▶ Task instructions: The lines below that include the word "give" are to be reported.

Dataset entries:

··········

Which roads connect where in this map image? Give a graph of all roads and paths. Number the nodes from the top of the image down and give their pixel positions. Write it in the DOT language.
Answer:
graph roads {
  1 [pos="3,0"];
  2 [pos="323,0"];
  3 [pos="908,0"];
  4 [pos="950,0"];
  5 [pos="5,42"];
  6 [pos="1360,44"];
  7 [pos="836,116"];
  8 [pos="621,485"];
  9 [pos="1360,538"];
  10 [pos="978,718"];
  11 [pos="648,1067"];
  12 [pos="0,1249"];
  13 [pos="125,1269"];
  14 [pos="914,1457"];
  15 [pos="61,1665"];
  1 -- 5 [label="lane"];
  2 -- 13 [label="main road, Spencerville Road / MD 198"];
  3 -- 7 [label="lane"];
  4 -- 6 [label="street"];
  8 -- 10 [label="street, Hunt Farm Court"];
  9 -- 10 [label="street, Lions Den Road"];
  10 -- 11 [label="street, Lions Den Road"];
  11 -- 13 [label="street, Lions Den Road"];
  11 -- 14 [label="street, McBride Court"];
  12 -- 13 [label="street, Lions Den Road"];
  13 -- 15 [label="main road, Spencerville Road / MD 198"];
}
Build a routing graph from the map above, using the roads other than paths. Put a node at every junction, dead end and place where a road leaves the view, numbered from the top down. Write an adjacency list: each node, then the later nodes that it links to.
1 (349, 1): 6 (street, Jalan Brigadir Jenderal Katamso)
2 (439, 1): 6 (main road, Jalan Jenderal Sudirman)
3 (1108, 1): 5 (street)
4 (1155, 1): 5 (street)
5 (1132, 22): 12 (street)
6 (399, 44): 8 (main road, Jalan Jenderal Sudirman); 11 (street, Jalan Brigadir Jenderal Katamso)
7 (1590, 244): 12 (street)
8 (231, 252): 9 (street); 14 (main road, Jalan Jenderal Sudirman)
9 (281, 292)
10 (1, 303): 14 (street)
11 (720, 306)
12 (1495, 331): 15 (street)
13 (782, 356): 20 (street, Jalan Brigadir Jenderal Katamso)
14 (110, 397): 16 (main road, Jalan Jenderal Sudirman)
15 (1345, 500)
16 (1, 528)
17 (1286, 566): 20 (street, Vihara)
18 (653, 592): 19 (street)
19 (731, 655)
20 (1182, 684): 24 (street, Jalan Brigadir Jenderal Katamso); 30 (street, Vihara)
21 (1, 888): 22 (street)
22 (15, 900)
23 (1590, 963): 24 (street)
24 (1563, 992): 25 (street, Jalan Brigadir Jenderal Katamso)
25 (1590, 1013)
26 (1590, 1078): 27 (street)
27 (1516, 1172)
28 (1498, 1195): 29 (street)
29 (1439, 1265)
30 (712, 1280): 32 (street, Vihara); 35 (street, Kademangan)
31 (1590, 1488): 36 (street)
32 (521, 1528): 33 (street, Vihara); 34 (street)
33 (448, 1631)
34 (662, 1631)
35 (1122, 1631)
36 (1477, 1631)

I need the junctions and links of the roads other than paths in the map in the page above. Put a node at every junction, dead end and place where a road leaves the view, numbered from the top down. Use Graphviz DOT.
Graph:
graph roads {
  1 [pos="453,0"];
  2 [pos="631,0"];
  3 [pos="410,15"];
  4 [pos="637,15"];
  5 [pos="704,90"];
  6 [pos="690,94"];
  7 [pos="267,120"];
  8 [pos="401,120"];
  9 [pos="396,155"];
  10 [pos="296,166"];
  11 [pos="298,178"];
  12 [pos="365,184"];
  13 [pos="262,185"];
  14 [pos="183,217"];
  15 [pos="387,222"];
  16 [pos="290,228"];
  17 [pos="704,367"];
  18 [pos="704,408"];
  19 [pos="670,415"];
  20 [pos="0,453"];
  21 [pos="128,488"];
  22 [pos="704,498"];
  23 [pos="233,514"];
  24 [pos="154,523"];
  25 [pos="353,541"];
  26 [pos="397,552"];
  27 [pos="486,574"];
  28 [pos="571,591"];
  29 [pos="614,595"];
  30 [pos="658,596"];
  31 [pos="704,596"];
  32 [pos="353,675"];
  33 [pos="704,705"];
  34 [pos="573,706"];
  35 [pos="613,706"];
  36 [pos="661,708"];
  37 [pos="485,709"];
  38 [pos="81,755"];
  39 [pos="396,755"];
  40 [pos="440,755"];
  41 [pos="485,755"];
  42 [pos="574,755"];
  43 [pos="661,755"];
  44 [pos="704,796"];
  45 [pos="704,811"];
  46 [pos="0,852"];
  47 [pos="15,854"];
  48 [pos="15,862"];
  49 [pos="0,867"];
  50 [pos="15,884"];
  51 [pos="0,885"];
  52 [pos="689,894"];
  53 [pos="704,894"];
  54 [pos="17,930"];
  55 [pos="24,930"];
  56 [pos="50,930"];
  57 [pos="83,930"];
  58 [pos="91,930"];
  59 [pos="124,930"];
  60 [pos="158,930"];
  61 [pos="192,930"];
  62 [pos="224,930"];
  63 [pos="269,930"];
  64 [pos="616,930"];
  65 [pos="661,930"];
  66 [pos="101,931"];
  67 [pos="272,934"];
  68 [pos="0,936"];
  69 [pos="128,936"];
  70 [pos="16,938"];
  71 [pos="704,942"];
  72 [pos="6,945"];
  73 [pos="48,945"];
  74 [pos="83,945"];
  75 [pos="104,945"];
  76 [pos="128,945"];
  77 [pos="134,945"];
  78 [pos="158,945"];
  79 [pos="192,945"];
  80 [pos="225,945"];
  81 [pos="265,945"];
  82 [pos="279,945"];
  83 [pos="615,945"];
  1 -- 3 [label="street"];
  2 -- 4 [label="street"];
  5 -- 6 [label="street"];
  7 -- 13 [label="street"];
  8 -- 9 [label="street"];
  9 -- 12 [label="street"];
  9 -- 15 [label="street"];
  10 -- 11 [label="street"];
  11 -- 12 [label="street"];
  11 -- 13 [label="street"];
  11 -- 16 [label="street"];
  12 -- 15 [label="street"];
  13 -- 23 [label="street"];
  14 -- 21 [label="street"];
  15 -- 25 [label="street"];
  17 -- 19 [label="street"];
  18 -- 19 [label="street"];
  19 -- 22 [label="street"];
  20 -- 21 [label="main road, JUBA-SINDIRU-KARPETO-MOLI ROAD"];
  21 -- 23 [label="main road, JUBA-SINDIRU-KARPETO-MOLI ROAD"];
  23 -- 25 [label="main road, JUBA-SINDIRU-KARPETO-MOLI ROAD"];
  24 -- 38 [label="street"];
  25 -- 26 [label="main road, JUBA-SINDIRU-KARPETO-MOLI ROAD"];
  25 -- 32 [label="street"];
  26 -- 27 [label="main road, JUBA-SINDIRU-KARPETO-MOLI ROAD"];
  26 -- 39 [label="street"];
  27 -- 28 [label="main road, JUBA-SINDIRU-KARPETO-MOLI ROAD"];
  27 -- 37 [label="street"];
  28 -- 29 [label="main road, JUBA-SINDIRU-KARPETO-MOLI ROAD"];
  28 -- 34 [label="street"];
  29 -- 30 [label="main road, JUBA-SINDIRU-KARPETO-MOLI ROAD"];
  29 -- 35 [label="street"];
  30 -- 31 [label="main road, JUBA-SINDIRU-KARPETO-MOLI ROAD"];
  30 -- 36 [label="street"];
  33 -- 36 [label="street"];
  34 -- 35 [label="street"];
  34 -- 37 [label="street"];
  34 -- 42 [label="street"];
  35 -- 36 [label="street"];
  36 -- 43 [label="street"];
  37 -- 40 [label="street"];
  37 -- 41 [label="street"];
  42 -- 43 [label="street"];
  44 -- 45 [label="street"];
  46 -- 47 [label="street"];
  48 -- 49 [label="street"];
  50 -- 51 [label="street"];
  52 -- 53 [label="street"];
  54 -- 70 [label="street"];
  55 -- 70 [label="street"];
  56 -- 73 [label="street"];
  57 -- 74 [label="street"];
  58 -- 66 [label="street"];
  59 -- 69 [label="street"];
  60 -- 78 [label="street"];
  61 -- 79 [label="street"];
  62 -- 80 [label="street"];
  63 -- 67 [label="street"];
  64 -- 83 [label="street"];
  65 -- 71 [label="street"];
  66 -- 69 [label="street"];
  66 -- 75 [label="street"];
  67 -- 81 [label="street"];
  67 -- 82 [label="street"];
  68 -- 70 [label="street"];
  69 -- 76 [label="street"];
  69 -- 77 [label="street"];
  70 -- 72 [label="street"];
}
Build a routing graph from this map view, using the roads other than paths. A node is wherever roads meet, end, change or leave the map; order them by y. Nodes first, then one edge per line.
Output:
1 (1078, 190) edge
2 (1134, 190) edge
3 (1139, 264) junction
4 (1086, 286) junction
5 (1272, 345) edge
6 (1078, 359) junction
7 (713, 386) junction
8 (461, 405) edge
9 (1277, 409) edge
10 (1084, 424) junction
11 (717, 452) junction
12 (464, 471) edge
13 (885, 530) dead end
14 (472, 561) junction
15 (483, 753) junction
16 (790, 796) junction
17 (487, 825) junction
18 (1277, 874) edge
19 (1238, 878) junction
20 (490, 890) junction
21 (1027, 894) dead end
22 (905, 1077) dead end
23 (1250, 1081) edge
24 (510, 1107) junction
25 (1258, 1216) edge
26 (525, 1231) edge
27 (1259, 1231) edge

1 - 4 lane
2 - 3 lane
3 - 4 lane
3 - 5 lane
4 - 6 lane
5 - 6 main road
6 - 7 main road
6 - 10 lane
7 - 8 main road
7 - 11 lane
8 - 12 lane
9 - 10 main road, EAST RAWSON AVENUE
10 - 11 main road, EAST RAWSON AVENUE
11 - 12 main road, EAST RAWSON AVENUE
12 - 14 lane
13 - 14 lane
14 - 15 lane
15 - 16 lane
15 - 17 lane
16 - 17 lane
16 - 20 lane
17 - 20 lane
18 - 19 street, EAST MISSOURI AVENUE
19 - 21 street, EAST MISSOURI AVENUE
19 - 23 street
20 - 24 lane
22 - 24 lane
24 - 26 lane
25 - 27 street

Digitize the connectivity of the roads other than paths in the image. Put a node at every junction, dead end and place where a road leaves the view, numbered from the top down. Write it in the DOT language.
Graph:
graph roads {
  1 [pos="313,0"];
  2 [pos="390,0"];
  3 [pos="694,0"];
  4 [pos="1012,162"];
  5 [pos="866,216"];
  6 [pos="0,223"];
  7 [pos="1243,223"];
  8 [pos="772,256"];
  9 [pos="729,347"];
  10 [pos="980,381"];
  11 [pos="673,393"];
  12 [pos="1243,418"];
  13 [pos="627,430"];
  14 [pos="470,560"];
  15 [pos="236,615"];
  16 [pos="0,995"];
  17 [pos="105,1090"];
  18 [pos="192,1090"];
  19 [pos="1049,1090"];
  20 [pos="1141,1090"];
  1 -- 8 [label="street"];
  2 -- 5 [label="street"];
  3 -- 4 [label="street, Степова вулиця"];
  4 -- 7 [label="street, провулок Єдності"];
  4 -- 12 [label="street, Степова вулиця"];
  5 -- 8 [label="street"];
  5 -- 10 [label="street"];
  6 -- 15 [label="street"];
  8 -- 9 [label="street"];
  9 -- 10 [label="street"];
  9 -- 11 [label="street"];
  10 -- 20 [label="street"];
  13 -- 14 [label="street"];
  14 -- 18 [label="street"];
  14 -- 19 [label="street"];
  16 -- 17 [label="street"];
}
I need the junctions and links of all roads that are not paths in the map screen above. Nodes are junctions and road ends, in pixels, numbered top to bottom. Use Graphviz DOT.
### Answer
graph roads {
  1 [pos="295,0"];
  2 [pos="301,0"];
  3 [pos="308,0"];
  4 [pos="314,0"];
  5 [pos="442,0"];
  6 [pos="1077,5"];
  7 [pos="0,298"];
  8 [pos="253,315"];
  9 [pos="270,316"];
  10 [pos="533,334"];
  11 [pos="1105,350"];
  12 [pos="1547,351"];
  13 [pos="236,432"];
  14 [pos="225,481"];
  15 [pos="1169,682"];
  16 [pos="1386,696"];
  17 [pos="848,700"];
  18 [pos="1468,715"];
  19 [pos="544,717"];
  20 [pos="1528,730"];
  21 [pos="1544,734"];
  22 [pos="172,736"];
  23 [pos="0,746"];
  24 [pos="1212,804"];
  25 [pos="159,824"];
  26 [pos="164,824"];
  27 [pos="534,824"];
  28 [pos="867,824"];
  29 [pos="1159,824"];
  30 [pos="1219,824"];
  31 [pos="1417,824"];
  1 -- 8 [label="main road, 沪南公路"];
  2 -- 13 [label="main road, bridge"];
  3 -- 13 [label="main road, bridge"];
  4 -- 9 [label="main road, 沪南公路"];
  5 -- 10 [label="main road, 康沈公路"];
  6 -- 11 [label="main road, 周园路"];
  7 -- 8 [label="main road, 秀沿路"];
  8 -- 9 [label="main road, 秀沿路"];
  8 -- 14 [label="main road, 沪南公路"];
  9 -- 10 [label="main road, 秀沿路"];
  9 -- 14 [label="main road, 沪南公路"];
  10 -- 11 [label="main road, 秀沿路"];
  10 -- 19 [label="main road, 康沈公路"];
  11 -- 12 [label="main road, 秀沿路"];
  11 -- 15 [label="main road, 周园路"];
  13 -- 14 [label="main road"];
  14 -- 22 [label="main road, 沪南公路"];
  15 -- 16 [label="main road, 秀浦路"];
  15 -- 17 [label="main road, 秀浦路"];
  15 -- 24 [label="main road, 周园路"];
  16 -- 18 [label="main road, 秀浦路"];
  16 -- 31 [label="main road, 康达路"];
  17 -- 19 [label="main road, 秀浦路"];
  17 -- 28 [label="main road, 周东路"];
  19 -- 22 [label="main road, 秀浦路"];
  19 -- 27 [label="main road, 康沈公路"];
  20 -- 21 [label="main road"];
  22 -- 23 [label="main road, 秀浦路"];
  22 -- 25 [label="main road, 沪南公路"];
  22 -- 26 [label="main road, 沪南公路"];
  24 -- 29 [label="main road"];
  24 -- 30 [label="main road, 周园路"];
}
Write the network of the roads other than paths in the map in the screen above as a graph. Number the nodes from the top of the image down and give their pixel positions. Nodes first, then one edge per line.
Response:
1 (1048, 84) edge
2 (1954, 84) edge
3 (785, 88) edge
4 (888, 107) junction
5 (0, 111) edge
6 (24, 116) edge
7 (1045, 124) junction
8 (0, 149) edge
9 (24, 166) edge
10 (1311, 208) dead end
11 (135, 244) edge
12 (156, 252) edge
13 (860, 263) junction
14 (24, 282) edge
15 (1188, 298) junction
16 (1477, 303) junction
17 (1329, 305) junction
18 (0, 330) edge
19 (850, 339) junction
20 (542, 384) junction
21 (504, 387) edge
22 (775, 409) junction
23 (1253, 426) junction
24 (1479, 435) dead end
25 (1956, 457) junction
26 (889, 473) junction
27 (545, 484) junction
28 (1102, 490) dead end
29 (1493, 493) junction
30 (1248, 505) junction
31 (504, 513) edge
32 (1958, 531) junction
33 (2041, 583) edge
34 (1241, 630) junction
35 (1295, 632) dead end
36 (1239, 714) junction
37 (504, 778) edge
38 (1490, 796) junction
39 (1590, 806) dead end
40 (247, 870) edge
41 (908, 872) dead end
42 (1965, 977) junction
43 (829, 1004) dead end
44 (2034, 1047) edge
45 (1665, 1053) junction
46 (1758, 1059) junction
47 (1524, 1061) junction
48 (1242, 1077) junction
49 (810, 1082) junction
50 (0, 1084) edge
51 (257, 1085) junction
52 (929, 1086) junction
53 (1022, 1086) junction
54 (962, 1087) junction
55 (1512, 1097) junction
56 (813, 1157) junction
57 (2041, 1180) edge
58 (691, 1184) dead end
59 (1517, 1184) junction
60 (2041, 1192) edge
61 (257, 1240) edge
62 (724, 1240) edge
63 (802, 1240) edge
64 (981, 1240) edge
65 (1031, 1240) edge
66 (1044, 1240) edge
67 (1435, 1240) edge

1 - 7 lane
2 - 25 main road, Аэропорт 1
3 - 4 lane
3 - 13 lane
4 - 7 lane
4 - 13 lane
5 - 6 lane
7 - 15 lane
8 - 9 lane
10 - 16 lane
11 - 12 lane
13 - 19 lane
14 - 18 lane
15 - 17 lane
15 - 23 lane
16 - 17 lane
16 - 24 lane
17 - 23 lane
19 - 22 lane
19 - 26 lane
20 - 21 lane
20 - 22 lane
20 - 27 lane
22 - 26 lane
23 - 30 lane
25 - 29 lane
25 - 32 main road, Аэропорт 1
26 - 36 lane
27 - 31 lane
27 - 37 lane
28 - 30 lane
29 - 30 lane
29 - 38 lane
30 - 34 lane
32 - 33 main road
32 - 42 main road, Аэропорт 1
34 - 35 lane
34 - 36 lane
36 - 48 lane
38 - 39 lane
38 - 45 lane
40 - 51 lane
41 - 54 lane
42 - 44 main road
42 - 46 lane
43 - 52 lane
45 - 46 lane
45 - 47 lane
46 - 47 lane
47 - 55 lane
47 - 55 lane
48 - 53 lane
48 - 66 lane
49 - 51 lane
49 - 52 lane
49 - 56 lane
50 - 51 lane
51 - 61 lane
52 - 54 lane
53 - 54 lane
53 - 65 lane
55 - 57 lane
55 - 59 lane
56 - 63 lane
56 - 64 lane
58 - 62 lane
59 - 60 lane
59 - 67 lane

··········

▶ Final answer:
Which roads connect where in this map image? Give a graph of all roads and paths. Number the nodes from the top of the image down and give their pixel positions. Write it in the DOT language.
Write the network of the roads other than paths in the map in the screen above as a graph. Number the nodes from the top of the image down and give their pixel positions. Nodes first, then one edge per line.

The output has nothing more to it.